In her clinical work with uninsured people, she can’t recommend the same prescriptions or interventions she normally would to someone with MSP. “It’s an incredibly challenging scenario for a parent to try to make a judgment about whether or not it’s bad enough to take the risk of incredibly high charges by taking their child to the hospital,” said Wiedmeyer.

And Noot’s case illustrates that everyone is harmed by the policy regardless of their citizenship, said Goldenberg and Wiedmeyer.

Instead of a hospital birth, she planned a home birth with a midwife to keep costs low. She also skipped an ultrasound she would have otherwise gotten to avoid the bill.

After he was born, Ruben needed two revision surgeries to correct his tongue-tie and Noot opted to go home one night earlier than would usually be advised given the cost. Noot also delayed getting care for an infection with her surgical incision until she could see an obstetrician to avoid an emergency room bill.

There is also no limit on how much doctors and specialists can charge for services not covered by MSP, which can mean they charge exorbitant prices or refuse service for fear of not being paid.

Hospitals, which may set up payment plans, often send that debt to collections at a loss when people cannot pay their bills, Chu added. “It’s just downloading the costs to people and the hospitals.”

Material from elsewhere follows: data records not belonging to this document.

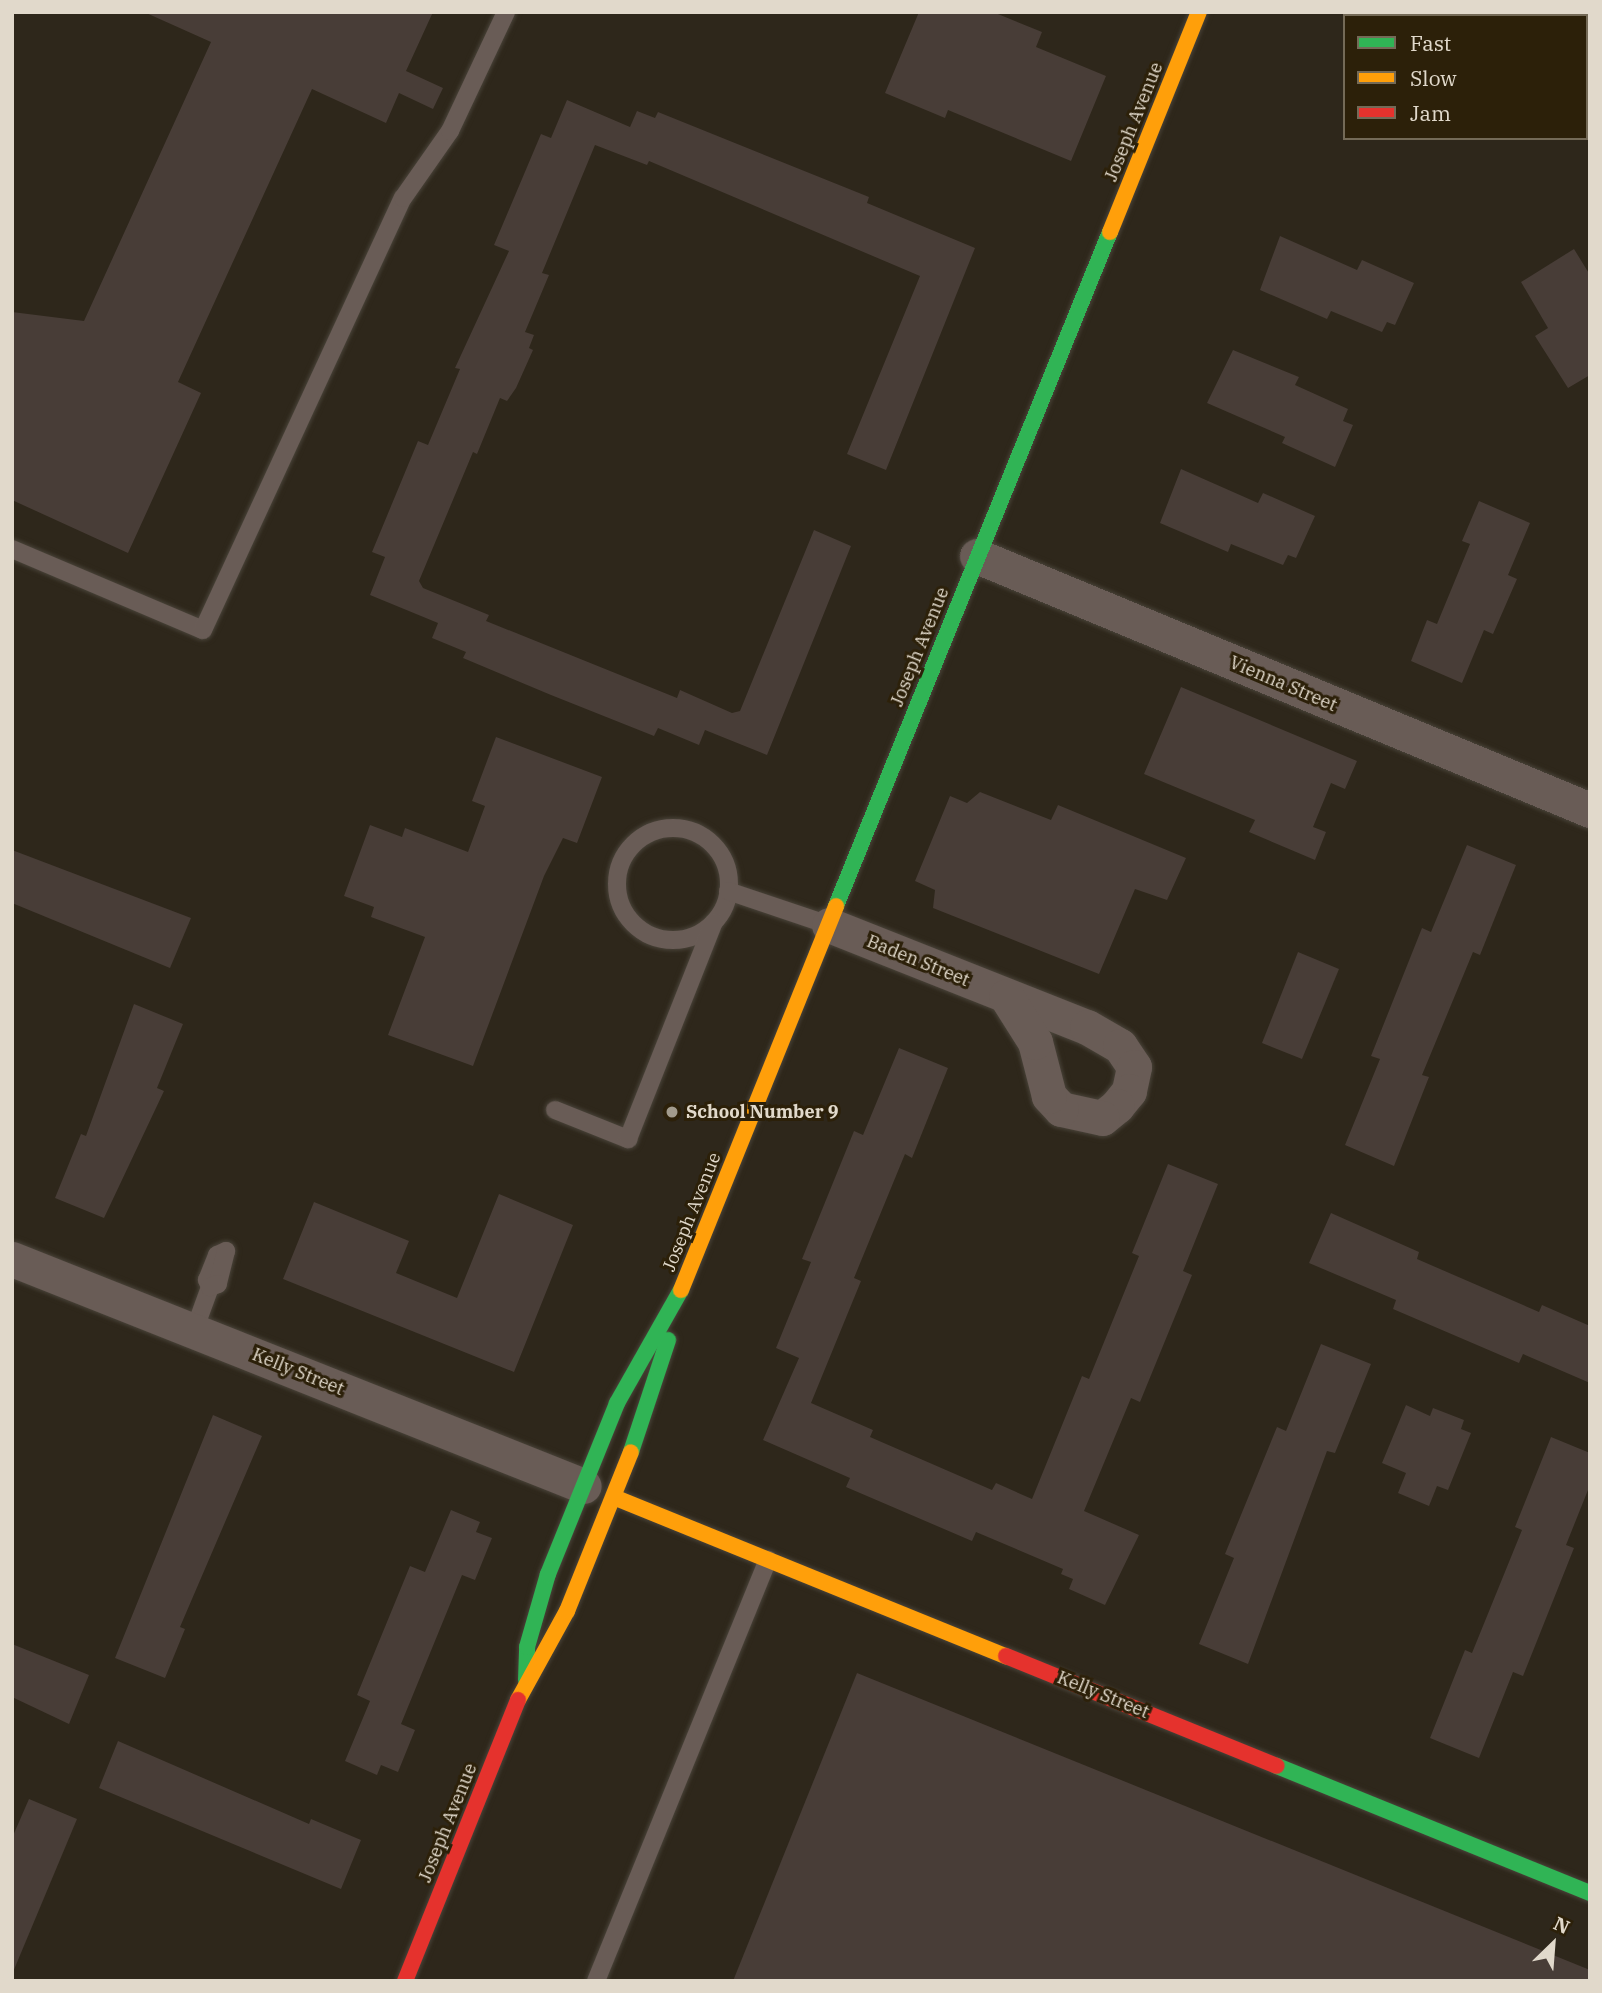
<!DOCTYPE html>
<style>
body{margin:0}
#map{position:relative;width:1602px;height:1993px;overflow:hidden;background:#2e271b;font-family:"IBM Plex Serif",serif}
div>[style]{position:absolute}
.building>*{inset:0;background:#483d37}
.roads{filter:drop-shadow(0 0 2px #494339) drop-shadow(0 0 2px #494339)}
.lane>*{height:18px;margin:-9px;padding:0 9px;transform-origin:9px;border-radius:9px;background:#695c56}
.lane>.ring{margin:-9px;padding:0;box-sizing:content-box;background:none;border:18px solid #695c56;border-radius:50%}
.street>*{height:35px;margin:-17.5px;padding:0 17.5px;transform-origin:17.5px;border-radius:17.5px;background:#695c56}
.fast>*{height:16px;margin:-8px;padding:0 8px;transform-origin:8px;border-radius:8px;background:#30b455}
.slow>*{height:16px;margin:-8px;padding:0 8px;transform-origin:8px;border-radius:8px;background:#ff9f0a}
.jam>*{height:16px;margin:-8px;padding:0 8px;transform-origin:8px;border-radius:8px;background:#e5322d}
.dots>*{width:19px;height:19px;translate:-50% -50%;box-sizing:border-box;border:4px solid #2c2009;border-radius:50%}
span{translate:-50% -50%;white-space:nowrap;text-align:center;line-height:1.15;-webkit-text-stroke:6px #2c2009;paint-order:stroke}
.street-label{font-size:18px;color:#e1d9cb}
.poi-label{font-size:18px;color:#e1d9cb;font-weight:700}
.left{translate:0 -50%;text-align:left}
.frame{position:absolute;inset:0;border:14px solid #e1d9cb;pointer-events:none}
.legend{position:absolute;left:1343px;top:14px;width:245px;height:126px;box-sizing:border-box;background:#2c2009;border:2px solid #746a57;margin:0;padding:9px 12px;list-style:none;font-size:21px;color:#e1d9cb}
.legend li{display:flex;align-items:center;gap:14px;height:35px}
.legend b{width:35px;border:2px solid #746a57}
.north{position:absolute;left:1518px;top:1909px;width:70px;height:70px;-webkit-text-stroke:5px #2c2009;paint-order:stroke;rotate:25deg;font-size:19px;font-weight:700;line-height:28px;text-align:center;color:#e1d9cb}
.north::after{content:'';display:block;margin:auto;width:24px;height:32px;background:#e1d9cb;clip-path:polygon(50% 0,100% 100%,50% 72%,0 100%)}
</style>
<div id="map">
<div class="building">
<i style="clip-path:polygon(144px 12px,433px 12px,406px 71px,443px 88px,433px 109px,399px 93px,386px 123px,312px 89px,178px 382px,201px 393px,128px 553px,12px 500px,12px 312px,84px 321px,211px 42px)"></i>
<i style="clip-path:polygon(919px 12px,993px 12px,1042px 32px,1036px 47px,1106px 76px,1071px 161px,948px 110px,945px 118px,885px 93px)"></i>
<i style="clip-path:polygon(567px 100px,630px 127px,637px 111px,655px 118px,658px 112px,869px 197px,867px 203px,975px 248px,886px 470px,847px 454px,920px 276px,649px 161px,647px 165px,595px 145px,542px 273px,549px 275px,525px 332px,534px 335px,529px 348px,533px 350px,516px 388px,507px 401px,500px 398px,477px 454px,473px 452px,419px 581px,423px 588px,489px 615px,486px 621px,677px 698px,680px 690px,732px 713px,740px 711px,814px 530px,851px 546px,767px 755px,705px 730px,699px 745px,658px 728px,654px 736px,551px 695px,463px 658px,466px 652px,432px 638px,438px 623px,370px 595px,385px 557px,372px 552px,418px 441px,428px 445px,460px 369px,455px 368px,509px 251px,494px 245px,541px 134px,551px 138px)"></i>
<i style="clip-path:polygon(1280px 236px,1357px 270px,1362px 260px,1414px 283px,1395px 325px,1387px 322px,1382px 332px,1331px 311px,1327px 319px,1260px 290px)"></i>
<i style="clip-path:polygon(1574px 249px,1590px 275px,1590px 375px,1568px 388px,1535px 336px,1548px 328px,1521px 282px)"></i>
<i style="clip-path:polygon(1233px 350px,1299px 377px,1295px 385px,1348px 409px,1343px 421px,1353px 425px,1335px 467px,1282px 443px,1285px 437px,1207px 403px)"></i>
<i style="clip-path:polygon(1181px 469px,1258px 503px,1263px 493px,1315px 516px,1296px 558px,1288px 555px,1283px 565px,1231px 544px,1228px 552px,1160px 523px)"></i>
<i style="clip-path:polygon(1479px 501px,1530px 523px,1508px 575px,1517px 579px,1493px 634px,1484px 630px,1462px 683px,1411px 661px,1427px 620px,1437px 624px,1470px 544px,1462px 541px)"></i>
<i style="clip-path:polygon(1181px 687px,1357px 761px,1345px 789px,1331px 783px,1313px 827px,1326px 832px,1315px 860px,1249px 832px,1255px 820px,1144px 774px)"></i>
<i style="clip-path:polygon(496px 737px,602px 777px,577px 843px,563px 838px,544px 876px,473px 1066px,388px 1035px,425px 937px,371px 917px,374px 907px,344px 896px,370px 825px,402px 837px,405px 828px,468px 852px,485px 806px,472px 801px)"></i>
<i style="clip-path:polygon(980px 792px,1051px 820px,1058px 805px,1186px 858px,1167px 900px,1135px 889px,1099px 974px,933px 908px,935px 890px,915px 881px,950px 796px,967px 803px)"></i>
<i style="clip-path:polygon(1467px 845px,1516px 865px,1480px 955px,1473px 952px,1422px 1075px,1429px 1077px,1394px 1166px,1345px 1145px,1380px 1059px,1371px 1056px,1422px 928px,1431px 932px)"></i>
<i style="clip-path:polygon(12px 850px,191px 918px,170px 968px,12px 903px)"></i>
<i style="clip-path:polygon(1298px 952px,1339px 969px,1302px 1059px,1262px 1043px)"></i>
<i style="clip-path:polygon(134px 1004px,183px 1024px,157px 1088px,164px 1091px,104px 1218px,55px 1198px,81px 1134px,86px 1136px)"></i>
<i style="clip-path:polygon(899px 1048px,948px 1068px,912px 1158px,905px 1154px,854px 1278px,861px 1281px,811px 1403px,873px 1430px,870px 1437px,992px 1490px,996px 1483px,1032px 1499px,1082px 1376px,1089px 1379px,1139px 1256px,1132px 1253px,1168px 1164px,1218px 1184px,1183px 1271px,1192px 1275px,1140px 1402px,1131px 1398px,1084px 1511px,1139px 1535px,1105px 1605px,1069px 1589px,1073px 1579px,1061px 1574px,1063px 1569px,976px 1532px,972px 1541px,846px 1487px,850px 1478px,763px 1440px,799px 1358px,776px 1348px,811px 1262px,802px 1259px,854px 1131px,863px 1135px)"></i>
<i style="clip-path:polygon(499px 1194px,573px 1225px,514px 1372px,283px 1279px,314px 1202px,409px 1241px,396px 1273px,457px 1298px)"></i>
<i style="clip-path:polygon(1331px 1213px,1419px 1252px,1417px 1259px,1539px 1312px,1542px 1305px,1590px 1326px,1590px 1383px,1523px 1354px,1519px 1363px,1393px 1309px,1396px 1300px,1309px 1263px)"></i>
<i style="clip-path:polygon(1321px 1344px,1371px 1364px,1335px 1453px,1327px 1451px,1248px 1664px,1199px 1644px,1234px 1558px,1225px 1554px,1277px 1427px,1286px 1431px)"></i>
<i style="clip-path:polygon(1406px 1405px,1430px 1416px,1433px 1408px,1464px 1420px,1461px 1429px,1471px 1433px,1448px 1490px,1437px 1486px,1429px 1506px,1398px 1493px,1406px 1473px,1382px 1463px)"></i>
<i style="clip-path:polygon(213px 1415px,262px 1436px,180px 1627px,185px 1629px,165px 1678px,115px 1658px)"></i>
<i style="clip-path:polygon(1551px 1437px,1590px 1453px,1590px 1485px,1566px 1545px,1574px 1548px,1523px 1676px,1513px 1672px,1479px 1758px,1430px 1738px,1465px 1650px,1472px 1653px,1522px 1530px,1515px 1527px)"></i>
<i style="clip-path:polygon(451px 1510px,480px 1522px,476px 1532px,492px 1538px,475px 1580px,462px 1575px,401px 1724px,415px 1730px,398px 1772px,381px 1765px,377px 1775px,345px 1761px,370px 1701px,357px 1695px,410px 1566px,425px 1572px)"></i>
<i style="clip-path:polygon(12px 1644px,89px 1675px,69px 1724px,12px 1697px)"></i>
<i style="clip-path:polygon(857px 1673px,1590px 1970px,1590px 1981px,733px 1981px)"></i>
<i style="clip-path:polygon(118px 1741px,309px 1824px,311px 1819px,361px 1840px,341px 1889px,99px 1788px)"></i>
<i style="clip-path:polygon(29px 1799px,77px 1819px,13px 1972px,12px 1838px)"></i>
</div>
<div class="roads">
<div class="lane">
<i style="left:12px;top:549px;width:207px;rotate:23deg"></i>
<i style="left:203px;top:630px;width:476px;rotate:-65.2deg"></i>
<i style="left:403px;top:198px;width:82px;rotate:-55deg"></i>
<i style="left:450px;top:131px;width:132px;rotate:-64.8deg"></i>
<i class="ring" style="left:617px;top:828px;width:94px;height:94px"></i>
<i style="left:728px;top:891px;width:107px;rotate:18.6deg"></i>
<i style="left:555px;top:1110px;width:79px;rotate:21.7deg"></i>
<i style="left:628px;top:1139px;width:233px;rotate:-68.4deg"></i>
<i style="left:194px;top:1331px;width:47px;rotate:-70deg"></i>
<i style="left:210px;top:1287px;width:8px;rotate:-113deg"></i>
<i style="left:207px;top:1280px;width:27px;rotate:-68deg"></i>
<i style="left:217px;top:1255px;width:10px;rotate:-24deg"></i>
<i style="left:226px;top:1251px;width:34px;rotate:104deg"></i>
<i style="left:218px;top:1284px;width:9px;rotate:159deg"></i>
<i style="left:596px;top:1981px;width:455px;rotate:-67.8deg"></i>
</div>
<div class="street">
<i style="left:977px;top:556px;width:664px;rotate:22.51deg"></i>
<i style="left:829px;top:925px;width:277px;rotate:21.6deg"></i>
<i style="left:1087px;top:1027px;width:38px;rotate:30deg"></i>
<i style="left:1120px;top:1046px;width:25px;rotate:56deg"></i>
<i style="left:1134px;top:1067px;width:25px;rotate:102deg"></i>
<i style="left:1129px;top:1091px;width:19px;rotate:129deg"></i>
<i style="left:1117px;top:1106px;width:19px;rotate:141deg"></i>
<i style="left:1102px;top:1118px;width:42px;rotate:-167.6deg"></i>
<i style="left:1061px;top:1109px;width:18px;rotate:-133deg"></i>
<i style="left:1049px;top:1096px;width:56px;rotate:-104.5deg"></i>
<i style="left:1035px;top:1042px;width:54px;rotate:-122.2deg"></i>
<i style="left:12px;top:1259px;width:615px;rotate:21.65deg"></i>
</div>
<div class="fast">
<i style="left:836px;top:906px;width:728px;rotate:-67.88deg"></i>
<i style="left:631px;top:1452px;width:118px;rotate:-71.7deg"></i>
<i style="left:526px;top:1680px;width:33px;rotate:-88deg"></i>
<i style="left:527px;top:1647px;width:76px;rotate:-74deg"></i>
<i style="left:548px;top:1574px;width:184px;rotate:-68deg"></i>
<i style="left:617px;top:1403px;width:130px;rotate:-60.5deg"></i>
<i style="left:1277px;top:1766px;width:338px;rotate:22.1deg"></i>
</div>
<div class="slow">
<i style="left:1110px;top:232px;width:237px;rotate:-68deg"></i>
<i style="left:681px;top:1290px;width:414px;rotate:-68deg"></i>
<i style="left:616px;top:1498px;width:421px;rotate:22.1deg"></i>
<i style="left:518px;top:1700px;width:102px;rotate:-61.2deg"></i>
<i style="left:567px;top:1611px;width:171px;rotate:-68.1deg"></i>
</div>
<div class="jam">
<i style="left:1006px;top:1656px;width:292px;rotate:22.1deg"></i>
<i style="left:405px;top:1981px;width:303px;rotate:-68.1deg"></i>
</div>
</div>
<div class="dots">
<i style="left:672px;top:1112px;background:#a29b8d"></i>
</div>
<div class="street-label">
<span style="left:1134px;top:122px;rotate:-68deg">Joseph Avenue</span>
<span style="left:920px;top:647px;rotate:-68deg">Joseph Avenue</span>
<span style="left:1283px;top:684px;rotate:23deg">Vienna Street</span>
<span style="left:918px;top:961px;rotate:22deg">Baden Street</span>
<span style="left:692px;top:1212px;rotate:-68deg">Joseph Avenue</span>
<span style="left:298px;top:1372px;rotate:22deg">Kelly Street</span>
<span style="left:1103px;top:1695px;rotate:22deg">Kelly Street</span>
<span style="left:448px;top:1823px;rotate:-68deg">Joseph Avenue</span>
</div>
<div class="poi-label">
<span class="left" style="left:686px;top:1112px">School Number 9</span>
</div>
<div class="frame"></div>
<ul class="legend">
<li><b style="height:9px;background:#30b455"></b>Fast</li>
<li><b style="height:9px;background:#ff9f0a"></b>Slow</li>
<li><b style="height:9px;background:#e5322d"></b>Jam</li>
</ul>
<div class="north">N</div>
</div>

In 2021, Goldenberg and Sanctuary Health submitted a report on the policy’s harms to immigrant and migrant women to the MSC. It was reviewed and discussed, according to a freedom of information request Chu filed, but the contents of the discussion were heavily redacted.

While there hasn’t been a full cost analysis of the policy, Chu pointed to positive impacts and cost savings from Ontario and Quebec temporarily extending health coverage to undocumented people and those with precarious status during COVID-19.

Noot plans to take the full year of maternity pay and return to work as a nurse when Ruben is old enough.

She hopes the wait period will be removed, at least for pregnant people and newborns, so that no one else will go through the stress she has faced.

“In this day and age, it’s a slash against women’s health,” said Noot. “I’m grateful for all the care I’ve received, but pregnancy should not be penalized.”